• RECORDED DATA:

☆ ☆ ☆ ☆ ☆

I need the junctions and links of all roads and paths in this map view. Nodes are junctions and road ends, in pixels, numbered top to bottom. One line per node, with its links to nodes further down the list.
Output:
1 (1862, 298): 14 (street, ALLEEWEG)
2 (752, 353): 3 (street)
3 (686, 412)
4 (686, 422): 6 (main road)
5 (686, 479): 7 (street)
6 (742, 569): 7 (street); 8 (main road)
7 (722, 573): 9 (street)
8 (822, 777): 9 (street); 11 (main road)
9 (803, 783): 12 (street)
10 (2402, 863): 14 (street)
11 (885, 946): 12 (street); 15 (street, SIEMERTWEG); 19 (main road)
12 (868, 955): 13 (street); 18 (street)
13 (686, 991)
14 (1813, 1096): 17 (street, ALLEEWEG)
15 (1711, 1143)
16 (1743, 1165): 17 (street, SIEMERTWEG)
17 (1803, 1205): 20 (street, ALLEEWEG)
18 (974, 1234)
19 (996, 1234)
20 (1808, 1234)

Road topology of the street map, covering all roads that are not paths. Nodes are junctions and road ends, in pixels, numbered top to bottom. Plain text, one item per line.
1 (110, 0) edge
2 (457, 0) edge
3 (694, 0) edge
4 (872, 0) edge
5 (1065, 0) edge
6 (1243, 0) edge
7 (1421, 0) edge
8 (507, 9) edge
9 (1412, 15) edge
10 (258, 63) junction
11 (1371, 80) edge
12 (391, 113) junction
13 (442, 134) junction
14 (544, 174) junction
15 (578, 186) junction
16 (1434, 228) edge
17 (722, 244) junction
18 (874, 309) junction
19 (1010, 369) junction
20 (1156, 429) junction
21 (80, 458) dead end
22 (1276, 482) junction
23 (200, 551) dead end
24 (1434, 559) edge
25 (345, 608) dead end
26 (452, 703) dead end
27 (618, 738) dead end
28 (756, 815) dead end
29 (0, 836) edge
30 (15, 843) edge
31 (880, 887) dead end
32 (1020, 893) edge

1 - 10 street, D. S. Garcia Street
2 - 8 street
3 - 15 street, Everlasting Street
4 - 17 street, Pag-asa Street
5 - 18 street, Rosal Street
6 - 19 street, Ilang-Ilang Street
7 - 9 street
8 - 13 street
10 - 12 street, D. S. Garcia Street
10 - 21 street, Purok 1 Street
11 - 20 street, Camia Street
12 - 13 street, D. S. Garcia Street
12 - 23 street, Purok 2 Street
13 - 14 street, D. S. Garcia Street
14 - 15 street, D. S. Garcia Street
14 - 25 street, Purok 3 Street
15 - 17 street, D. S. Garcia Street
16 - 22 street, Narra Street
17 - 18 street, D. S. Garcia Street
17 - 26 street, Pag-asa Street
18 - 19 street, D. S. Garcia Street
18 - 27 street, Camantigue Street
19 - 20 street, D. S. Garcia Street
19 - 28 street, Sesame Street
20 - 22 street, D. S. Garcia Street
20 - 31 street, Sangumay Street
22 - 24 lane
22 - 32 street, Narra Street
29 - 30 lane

☆ ☆ ☆ ☆ ☆

• PROBLEM STATEMENT: Please copy out each line of the material that contains the string "Garcia".

• RESPONSE AREA:
1 - 10 street, D. S. Garcia Street
10 - 12 street, D. S. Garcia Street
12 - 13 street, D. S. Garcia Street
13 - 14 street, D. S. Garcia Street
14 - 15 street, D. S. Garcia Street
15 - 17 street, D. S. Garcia Street
17 - 18 street, D. S. Garcia Street
18 - 19 street, D. S. Garcia Street
19 - 20 street, D. S. Garcia Street
20 - 22 street, D. S. Garcia Street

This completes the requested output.